The number of liver lesions were single, fewer than 5 and multiple in 16, 5 and 7 patients, respectively, and the mean size of the largest lesions was 41.5 mm (min–max 15–160 mm). While liver lesions of 24 patients were 18F-FDG avid, they were hypometabolic in 4 patients. The mean SUVmax of liver lesions was calculated as 5.3 ± 0.3.
At 6 weeks after treatment, the mean MELD score, serum albumin and AFP levels of patients were calculated as 7.5 ± 1.4, 3.1 ± 0.4 and 89.1 ± 110.2, respectively. At that time, the mean size of the largest lesions was 38.6 mm (min–max 15–132 mm) and mean SUVmax of liver lesions was 3.5 ± 0.7. The liver lesions of 6 out of 24 patients became hypometabolic after SIRT. Partial response to treatment was observed in 12 out of 28 patients.
During the mean 17.8 ± 14.8 months follow-up period, 19 patients died (Fig. 1). Median survival time was computed as 18 ± 5 months (min–max 2–39 months) (95 % CI 8.1–27.8) (Table 1). AFP level (p = 0.03), age (p = 0.04) and size of the largest lesion (p = 0.02) had a significant negative effect on survival according to Cox proportional hazards regression analysis (Table 2).
Discussion
The therapeutic options for HCC have evolved in the past decade and different systemic and local therapies such as sorafenib, sunitinib, chemo-embolization and radio-embolization have been used for this malignancy. The anti-tumor effects of these therapeutic methods may result in changes in the radiological characteristics of the tumor, such as vascularization and necrosis. However, a significant change in tumor size according to RECIST criteria might not be seen in a large proportion of patients. Several studies have demonstrated that RECIST criteria might not be a reliable indicator of response to treatment in HCC [12–15]. Although 18F-FDG PET/CT can be used to evaluate early response to therapy in most solid tumors, due to the variety of glucose 6 phosphatase activity in HCCs, an important group of tumors are not 18F-FDG avid. Therefore, the role of 18F-FDG PET/CT in the response evaluation of HCCs is limited.
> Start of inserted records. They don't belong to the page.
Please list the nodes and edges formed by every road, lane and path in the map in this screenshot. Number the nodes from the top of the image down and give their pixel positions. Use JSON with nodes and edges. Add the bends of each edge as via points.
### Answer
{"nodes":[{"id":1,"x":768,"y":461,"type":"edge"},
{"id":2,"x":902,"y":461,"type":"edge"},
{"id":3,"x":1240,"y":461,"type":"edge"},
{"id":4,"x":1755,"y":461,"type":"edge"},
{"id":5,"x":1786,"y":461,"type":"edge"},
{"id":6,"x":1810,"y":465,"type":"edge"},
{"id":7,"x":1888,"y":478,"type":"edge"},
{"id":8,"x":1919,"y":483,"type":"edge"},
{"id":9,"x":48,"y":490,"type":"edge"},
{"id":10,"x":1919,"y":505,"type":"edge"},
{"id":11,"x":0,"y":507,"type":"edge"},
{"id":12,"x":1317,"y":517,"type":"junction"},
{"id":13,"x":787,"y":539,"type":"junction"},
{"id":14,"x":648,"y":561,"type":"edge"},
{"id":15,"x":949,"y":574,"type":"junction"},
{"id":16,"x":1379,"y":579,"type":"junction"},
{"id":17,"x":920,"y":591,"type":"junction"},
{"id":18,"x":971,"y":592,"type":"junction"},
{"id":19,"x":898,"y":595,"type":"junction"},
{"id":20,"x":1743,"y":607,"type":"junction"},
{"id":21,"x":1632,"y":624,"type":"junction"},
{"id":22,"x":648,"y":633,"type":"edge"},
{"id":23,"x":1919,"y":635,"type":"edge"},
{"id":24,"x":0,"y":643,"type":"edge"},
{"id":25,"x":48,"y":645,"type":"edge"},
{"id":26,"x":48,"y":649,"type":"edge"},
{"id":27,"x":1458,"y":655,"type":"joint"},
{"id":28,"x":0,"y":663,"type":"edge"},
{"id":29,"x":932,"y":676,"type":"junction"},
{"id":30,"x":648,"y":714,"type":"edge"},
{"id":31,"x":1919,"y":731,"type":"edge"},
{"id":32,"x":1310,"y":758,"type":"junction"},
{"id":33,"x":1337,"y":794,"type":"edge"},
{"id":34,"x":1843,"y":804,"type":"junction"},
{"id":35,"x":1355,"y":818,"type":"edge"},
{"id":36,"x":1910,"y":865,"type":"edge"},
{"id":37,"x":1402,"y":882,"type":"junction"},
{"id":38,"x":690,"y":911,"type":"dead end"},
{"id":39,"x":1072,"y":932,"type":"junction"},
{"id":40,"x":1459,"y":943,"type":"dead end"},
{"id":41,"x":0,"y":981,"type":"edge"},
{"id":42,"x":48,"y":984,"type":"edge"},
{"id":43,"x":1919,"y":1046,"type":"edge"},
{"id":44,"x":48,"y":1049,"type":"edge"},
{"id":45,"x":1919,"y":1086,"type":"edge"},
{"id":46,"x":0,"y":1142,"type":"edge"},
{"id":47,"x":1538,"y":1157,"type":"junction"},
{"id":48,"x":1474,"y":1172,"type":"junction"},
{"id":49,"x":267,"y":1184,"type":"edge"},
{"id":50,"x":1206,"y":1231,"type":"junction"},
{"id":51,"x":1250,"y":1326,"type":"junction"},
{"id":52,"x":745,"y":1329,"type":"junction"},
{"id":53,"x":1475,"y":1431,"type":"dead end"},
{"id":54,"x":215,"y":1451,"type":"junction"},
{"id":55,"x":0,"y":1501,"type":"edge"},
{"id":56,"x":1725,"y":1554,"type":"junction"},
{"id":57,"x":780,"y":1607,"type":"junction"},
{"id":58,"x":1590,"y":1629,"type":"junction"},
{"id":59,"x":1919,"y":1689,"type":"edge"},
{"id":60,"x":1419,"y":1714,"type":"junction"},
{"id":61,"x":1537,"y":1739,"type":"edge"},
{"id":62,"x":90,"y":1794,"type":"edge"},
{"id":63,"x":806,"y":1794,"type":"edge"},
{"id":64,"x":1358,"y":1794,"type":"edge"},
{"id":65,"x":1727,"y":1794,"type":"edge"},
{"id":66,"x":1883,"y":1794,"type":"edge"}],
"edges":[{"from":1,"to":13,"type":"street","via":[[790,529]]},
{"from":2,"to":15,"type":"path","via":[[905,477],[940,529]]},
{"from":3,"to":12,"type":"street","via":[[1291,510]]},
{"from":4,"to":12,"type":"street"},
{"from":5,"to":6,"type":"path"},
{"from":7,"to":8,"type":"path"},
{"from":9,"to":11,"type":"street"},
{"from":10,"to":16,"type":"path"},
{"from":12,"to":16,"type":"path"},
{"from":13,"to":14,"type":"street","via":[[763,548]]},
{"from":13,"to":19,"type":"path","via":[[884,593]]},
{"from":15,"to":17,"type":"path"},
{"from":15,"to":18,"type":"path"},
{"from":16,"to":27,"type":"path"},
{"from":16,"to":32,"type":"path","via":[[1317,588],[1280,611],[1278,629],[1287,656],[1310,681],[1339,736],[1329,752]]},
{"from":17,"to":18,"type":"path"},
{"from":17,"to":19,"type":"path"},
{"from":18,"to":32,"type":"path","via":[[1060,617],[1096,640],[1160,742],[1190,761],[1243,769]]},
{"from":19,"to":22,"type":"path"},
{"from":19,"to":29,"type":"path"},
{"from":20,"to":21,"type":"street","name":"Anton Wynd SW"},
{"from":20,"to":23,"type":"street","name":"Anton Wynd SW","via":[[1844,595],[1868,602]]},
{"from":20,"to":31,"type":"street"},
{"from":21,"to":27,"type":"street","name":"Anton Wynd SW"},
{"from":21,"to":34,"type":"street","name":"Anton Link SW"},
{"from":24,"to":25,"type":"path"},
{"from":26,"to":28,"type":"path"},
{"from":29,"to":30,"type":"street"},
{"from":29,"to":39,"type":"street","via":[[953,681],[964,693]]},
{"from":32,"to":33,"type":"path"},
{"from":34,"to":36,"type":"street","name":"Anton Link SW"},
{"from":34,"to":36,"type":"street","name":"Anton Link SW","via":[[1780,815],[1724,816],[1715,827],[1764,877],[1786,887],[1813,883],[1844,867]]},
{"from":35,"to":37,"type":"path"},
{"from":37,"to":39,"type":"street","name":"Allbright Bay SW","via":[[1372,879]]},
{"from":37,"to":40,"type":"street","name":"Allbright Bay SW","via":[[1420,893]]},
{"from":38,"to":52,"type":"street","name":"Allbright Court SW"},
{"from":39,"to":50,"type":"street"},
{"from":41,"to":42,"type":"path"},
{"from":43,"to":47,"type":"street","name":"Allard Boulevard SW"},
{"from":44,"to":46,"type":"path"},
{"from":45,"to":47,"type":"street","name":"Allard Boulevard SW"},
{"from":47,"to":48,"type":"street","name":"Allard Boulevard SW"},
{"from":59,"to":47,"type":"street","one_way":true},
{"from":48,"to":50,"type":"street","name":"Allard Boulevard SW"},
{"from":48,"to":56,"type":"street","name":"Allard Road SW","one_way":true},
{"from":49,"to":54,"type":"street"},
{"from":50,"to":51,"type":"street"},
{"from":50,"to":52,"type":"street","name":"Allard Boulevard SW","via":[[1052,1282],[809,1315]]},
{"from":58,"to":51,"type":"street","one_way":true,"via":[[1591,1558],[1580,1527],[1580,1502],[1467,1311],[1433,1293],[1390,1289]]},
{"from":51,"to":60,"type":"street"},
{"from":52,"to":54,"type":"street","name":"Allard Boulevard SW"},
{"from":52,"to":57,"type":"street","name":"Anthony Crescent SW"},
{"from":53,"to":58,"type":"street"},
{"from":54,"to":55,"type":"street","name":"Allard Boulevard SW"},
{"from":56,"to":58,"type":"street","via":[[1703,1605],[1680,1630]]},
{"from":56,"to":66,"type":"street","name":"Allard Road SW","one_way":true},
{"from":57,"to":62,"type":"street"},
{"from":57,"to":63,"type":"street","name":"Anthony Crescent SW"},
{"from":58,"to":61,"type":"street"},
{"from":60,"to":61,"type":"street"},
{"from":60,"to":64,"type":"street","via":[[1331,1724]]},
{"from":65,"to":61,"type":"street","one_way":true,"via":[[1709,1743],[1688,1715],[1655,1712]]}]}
SIRT is an emerging treatment modality of unresectable HCCs with well-described technique, outcome and safety data [8–12]. Although the appropriateness criteria for SIRT are standard and well known, treatment outcome and survival after SIRT have a wide range [16, 17]. Due to this variability of survival and outcome, a few recent studies have focused on pretreatment clinical and radiological prognostic factors to predict survival times [9–11]. In this single center experience, some descriptive and morphological features of our patients were analyzed to predict the survival times after SIRT. Age and size of the largest lesion were found to have a significant negative correlation with survival times. A one unit increase in age and size of the largest lesion caused 1.9- and 1.2-fold increase in hazard, at any time. In a recent study by Golfieri et al. [11] survival and tolerability of radio-embolization were compared in elderly and younger HCC patients. No significant difference between survival times was determined between the two groups of younger and older than 70 years although no analysis was made of the effect of age below 70 years. In another study, Salem et al. [10] retrospectively investigated change in radiological parameters in the prediction of outcome of HCC patients treated with SIRT. Lower hepato-pulmonary shunt fraction, central hypervascularity and well-defined tumor margins were found to be associated with improved progression-free survival. Weng et al. [9] determined the number of tumor nodules, the MELD score and serum C-reactive protein levels to be independent risk factors.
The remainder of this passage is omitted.